Longhorn werden die Hörner gestutzt
Artikel erschienen in Swiss IT Magazine 2004/17
Fahrplanwechsel bei Longhorn: Um den angepeilten Release-Termin im Jahr 2006 halten zu können, hat Microsoft die Notbremse gezogen und die Feature-Pläne für das nächste Windows-Betriebssystem kräftig umgekrempelt. Dabei wird WinFS, der objektorientierte, auf SQL-Server-Technologie basierte Datenspeicher auf der Strecke bleiben und frühestens ein Jahr nach dem Longhorn-Release nachgereicht. Um zusätzlich Zeit einsparen zu können, wollen die Redmonder Longhorn nun nicht mehr auf einer eigenen Codebasis, sondern auf den Code von Windows Server 2003 mit Service Pack 1 aufbauen. Neu in Microsofts Roadmap ist zudem, dass bisher exklusiv für Longhorn geplante Komponenten wie WinFX (Superset des .Net Framework), Avalon (neue GUI-Technologie) und Indigo (auf SOA ausgerichteter Kommunikations-Stack) ab 2006 auch für Windows XP und Windows Server 2003 verfügbar werden.

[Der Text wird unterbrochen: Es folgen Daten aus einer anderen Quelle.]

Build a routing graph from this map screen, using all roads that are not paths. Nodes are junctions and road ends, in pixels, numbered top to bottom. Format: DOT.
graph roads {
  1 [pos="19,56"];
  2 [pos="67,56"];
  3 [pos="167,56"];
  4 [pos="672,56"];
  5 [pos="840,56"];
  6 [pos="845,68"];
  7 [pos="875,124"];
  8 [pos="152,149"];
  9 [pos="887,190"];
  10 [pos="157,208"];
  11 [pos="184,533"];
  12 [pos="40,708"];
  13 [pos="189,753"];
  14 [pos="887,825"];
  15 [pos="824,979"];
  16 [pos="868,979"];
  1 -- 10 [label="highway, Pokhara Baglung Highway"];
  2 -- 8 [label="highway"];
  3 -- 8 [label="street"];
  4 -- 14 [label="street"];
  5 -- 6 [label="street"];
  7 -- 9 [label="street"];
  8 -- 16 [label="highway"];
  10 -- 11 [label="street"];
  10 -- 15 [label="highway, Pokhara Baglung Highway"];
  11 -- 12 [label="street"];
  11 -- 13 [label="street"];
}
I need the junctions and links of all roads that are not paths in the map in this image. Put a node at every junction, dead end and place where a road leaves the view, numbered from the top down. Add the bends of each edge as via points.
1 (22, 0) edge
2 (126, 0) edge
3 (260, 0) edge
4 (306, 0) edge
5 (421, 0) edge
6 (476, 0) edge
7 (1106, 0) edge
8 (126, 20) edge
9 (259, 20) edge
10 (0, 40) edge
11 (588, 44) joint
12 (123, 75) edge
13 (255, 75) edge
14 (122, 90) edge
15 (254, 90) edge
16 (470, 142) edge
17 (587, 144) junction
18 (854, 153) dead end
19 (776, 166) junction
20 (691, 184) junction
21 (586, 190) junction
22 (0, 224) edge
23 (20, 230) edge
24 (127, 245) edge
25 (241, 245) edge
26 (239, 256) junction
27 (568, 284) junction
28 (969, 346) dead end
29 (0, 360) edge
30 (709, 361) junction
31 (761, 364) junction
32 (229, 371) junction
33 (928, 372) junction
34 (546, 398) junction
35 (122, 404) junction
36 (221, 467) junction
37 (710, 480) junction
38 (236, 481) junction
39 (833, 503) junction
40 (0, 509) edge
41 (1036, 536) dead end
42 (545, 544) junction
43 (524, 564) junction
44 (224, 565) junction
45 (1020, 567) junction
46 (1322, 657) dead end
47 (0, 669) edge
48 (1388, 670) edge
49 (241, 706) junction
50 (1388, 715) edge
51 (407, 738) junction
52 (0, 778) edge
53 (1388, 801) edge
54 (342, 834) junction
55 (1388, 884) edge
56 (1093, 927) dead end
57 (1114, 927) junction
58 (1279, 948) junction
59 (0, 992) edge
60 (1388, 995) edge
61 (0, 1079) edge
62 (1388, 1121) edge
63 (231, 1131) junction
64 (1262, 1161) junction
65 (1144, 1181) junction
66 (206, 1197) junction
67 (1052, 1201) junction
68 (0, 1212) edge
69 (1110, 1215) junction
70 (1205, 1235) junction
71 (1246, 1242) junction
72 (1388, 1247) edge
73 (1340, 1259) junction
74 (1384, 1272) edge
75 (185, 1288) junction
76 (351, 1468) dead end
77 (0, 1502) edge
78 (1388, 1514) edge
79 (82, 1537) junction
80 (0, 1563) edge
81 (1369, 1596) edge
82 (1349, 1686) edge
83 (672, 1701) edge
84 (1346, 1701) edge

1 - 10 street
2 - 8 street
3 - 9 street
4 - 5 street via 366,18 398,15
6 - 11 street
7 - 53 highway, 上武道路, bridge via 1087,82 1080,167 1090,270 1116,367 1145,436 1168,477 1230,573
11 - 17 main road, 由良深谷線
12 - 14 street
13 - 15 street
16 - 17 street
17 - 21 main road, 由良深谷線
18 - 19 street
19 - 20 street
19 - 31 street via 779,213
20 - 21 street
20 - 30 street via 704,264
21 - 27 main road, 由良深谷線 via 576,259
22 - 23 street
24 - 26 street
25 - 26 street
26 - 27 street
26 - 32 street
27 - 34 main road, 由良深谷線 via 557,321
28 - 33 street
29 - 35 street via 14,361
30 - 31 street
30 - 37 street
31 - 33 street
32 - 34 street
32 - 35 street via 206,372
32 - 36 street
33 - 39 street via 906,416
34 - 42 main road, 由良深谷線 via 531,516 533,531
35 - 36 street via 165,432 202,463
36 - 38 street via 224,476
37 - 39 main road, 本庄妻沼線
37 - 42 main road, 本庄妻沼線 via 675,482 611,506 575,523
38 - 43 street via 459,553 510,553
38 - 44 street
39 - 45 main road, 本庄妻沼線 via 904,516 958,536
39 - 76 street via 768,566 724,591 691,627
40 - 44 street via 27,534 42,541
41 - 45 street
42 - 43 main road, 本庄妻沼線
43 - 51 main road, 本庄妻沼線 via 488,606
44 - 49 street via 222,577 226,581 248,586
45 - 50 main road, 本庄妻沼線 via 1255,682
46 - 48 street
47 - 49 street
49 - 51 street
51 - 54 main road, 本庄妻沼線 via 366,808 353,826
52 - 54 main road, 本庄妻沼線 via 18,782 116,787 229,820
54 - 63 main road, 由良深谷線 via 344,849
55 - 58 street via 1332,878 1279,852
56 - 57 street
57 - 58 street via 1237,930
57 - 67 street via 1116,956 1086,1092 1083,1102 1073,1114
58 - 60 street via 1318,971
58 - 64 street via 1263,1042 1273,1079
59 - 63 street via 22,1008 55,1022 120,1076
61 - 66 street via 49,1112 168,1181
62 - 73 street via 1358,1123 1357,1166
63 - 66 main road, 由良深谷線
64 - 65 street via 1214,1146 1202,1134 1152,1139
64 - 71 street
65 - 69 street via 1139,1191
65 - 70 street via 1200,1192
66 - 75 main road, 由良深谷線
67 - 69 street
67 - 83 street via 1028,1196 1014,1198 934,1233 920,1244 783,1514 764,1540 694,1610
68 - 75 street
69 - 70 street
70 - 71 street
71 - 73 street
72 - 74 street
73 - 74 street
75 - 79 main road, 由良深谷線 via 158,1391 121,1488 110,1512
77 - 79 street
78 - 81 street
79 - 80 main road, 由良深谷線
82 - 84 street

Dass Microsoft bei Longhorn zurückbuchstabieren muss, kommt nicht ganz überraschend: Die jüngsten Verschiebungen bei den Service Packs für Windows XP und Windows Server 2003 sowie beim .Net Framework 2.0, Visual Studio 2005 und SQL Server 2005 liessen bereits Vermutungen zu, dass die Redmonder – falls sie nicht erneut massive Zeitverschiebungen in Kauf nehmen wollten – nicht darum herum kommen würden, Longhorn die Hörner zu stutzen. Denn ein Release im Jahr 2007 oder gar erst 2008 hätte nicht nur für Microsofts Kasse, sondern auch für deren künftige Produktstrategie fatale Folgen gehabt. An Longhorn gekoppelte Produkte wie beispielsweise Office 12 wären von der Verschiebung ebenfalls betroffen gewesen.
Dass es mit WinFS das attraktivste der neuen Longhorn-Features trifft, ist zwar schade, aber logisch. WinFS hätte zwar die Basis für neuartige Longhorn-Killerapplikationen mit intelligentem Datenmanagement gelegt. Dementsprechend war das WinFS-Projekt aber auch von Anfang an sehr ambitiös und hätte von den Applikationsentwicklern einen grossen Aufwand beim Softwaredesign verlangt. Das Fehlen von WinFS mag zwar Schmerzen bereiten, hat aber auch Vorteile: Entwickler haben nun mehr Zeit, sich auf den neuen Datenspeicher vorzubereiten, und können sich stärker auf die übrigen neuen Technologien konzentrieren. Die gewonnene Zeit dürfte nicht zuletzt einen reibungsloseren Übergang in die WinFS-Welt zur Folge haben.
Positiv zu werten ist die Verfügbarkeit von WinFX, Avalon und Indigo für die heutigen Windows-Plattformen: Weil bereits eine grosse installierte Basis vorhanden ist, können Entwickler die für Longhorn versprochene Technologie bereits viel früher adaptieren, als dies bei der bisherigen Longhorn-only-Variante der Fall gewesen wäre. Da Firmen beim Upgrade von Client-Betriebssystemen zurückhaltend geworden sind, wird es wohl bis 2008 dauern, bis sich eine attraktive Longhorn-Basis gebildet hat. Bleibt zu hoffen, dass die Portierung dieser Technologien keine allzu grossen Einbussen bei den ursprünglich geplanten Features zur Folge haben wird.
Nachdem von den drei Longhorn-Key-Komponenten nun eine (WinFS) gänzlich fehlen und zwei (Avalon, Indigo) auch für Windows XP und 2003 verfügbar sein werden, stellt sich natürlich die Frage, was Longhorn eigentlich Neues zu bieten hat, um einen Upgrade zu rechtfertigen. Eine Fancy-Oberfläche (Aero), das neue Treibermodell und die umstrittene Sicherheitsarchitektur (Palladium) werden kaum ausreichen, um Firmen von einem Umstieg von Windows XP auf Longhorn überzeugen zu können. Microsoft wird sich in den kommenden Monaten noch einiges einfallen lassen müssen, damit Longhorn nicht zum Shorthorn verkommt, das niemand braucht.
Alles in allem hat das nächste Windows mit den Planänderungen seinen revolutionären Charakter eingebüsst. Der Übergang ins Longhorn-Zeitalter wird nicht mit einem Paukenschlag beginnen, dafür aber sanfter und reibungsloser ausfallen als ursprünglich zu erwarten war.